Fengyuan Museum of Lacquer Art
- Established: 26 May 2002
- Location: Fengyuan, Taichung, Taiwan
- Coordinates: 24°15′18″N 120°44′45″E﻿ / ﻿24.25500°N 120.74583°E
- Type: art museum

= Fengyuan Museum of Lacquer Art =

Museum in Fengyuan, Taichung, Taiwan

The Fengyuan Museum of Lacquer Art (豐原漆藝館 (丰原漆艺馆, Fēngyuán Qīyìguǎn)) is a museum about lacquer art in Fengyuan District, Taichung, Taiwan.

==History==
The idea for the museum establishment dates back to Japanese rule when Fengyuan was the center for lacquer craftmanship and also the commercial center.
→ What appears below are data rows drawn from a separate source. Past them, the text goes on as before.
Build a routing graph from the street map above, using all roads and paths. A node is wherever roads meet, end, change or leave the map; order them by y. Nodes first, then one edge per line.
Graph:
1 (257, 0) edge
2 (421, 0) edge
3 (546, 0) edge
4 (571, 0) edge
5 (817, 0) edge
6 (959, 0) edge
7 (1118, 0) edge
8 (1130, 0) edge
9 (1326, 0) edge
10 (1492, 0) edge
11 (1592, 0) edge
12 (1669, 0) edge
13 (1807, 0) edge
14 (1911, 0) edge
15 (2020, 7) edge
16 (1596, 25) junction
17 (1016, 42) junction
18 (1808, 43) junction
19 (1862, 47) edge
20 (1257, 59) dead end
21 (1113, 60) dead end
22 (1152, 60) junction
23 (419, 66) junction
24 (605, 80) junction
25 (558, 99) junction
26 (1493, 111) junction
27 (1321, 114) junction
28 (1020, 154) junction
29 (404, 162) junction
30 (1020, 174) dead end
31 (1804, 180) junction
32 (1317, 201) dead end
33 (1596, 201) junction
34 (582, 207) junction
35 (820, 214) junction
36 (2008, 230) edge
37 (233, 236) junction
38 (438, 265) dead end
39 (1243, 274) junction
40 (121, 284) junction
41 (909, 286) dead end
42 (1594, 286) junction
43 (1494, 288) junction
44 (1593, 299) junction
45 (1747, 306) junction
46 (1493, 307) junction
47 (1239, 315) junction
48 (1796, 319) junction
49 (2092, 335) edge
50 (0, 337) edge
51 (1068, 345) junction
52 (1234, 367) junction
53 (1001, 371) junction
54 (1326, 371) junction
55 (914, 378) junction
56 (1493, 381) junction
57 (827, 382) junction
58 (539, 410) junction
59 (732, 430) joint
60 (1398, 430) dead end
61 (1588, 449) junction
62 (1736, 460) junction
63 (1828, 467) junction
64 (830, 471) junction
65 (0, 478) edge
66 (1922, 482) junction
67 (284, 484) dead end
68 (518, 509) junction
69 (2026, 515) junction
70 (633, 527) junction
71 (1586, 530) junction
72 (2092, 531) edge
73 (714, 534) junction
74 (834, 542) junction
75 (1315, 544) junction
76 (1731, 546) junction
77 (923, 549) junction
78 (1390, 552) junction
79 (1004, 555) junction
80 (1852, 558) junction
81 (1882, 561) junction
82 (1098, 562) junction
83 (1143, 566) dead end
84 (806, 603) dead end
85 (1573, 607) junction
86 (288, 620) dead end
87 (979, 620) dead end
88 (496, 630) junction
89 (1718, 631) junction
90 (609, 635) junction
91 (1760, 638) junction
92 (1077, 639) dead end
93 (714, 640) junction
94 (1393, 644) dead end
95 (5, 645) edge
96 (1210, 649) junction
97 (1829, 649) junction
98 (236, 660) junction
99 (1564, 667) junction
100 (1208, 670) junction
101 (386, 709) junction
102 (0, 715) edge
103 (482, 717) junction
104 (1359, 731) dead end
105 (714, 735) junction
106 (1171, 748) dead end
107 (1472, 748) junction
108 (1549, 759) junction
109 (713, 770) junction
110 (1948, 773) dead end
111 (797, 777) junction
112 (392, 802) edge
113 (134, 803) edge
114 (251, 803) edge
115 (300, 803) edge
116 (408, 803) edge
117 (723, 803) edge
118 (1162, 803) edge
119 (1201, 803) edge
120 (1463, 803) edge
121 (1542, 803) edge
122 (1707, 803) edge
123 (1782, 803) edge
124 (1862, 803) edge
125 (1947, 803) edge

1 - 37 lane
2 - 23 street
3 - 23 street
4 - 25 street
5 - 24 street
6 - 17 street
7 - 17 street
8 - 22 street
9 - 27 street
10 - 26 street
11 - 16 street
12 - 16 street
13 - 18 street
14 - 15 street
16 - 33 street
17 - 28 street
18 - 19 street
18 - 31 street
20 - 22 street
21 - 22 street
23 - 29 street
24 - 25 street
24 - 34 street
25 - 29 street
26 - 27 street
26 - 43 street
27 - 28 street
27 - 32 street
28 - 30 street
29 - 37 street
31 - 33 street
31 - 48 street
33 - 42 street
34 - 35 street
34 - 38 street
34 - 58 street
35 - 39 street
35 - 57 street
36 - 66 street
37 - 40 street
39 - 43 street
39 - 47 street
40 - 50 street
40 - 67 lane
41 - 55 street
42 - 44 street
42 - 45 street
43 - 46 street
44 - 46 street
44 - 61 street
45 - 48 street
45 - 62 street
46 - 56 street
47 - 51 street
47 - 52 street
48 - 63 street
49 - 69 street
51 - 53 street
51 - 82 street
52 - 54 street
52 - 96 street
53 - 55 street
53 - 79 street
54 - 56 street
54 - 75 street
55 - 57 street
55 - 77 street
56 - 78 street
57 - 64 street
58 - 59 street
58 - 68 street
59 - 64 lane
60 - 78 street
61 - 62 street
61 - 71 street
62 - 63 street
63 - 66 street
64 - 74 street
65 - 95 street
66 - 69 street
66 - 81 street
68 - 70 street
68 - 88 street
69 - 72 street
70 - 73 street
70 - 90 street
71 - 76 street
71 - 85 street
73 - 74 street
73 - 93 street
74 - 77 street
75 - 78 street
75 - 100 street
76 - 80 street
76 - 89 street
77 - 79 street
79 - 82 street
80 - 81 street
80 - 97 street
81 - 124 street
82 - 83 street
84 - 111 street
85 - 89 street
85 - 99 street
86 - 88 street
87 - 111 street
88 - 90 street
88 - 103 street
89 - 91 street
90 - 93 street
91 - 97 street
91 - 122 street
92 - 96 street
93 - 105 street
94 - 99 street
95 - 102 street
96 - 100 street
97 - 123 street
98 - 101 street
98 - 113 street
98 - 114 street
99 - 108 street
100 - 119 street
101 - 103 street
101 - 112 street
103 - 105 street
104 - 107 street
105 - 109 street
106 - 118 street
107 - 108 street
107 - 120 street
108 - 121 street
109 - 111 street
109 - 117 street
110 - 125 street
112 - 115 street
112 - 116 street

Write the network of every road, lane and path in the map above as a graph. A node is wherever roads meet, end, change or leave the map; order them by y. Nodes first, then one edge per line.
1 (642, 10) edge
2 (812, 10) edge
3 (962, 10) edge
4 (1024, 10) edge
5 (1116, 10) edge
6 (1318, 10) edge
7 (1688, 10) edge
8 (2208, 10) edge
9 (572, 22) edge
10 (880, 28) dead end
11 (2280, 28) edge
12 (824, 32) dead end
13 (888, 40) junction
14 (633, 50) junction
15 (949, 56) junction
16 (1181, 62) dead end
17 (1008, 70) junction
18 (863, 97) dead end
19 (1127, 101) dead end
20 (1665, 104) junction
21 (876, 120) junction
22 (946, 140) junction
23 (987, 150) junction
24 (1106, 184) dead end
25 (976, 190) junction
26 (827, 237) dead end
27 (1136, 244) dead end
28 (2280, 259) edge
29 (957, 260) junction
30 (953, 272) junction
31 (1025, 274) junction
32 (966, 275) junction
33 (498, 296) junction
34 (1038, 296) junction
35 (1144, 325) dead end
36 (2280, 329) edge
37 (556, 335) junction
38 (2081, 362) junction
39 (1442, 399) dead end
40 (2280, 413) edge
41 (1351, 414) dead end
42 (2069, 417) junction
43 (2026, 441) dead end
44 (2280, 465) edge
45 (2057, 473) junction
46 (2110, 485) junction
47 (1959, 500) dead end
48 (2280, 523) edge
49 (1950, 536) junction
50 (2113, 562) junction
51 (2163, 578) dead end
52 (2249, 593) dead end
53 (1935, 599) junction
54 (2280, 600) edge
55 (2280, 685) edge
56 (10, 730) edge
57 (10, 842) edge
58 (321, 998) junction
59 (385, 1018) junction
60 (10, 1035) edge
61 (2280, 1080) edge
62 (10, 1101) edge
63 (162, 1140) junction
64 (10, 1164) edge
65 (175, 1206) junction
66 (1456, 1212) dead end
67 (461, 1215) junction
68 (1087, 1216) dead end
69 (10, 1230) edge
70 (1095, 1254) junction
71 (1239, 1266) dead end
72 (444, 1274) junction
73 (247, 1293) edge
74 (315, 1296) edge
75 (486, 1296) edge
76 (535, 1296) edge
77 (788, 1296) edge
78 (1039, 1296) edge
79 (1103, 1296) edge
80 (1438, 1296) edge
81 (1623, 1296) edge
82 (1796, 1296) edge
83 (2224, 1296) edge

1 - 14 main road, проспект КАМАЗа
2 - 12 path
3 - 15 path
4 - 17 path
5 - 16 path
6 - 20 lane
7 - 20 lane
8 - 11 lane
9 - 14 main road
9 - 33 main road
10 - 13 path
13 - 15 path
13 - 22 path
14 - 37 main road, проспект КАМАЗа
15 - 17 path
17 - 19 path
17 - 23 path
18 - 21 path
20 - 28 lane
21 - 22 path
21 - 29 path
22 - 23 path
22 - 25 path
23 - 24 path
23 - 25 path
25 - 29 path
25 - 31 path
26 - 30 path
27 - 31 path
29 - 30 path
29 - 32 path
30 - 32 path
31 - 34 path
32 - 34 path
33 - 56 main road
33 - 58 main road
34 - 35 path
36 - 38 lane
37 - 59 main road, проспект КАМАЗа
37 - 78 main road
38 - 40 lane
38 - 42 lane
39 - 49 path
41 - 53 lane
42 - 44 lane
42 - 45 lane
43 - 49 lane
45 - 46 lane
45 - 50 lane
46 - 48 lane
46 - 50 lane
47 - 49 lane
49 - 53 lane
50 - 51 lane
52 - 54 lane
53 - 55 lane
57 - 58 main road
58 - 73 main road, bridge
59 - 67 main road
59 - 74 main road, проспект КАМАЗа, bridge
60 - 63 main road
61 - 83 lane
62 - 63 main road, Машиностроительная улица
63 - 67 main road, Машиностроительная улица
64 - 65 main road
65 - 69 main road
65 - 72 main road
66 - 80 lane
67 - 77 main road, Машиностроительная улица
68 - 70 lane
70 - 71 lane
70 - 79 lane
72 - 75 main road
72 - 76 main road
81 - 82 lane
The museum was opened on 26 May 2002 by the joint cooperation between Taichung City Government, Taichung City Cultural Affairs Bureau, and Fengyuan District Office.

==Architecture==
The museum is housed in a 2-story building where the ground floor houses the exhibition, education and leisure centers of lacquer craftmanship and the upper floor houses the cultural life of lacquer.

==Exhibitions==
The museum has the following rooms:

- Exhibition Room
- Demonstration Room
- Research and Education Room

==Transportation==
The museum is accessible east from Fengyuan Station of Taiwan Railway.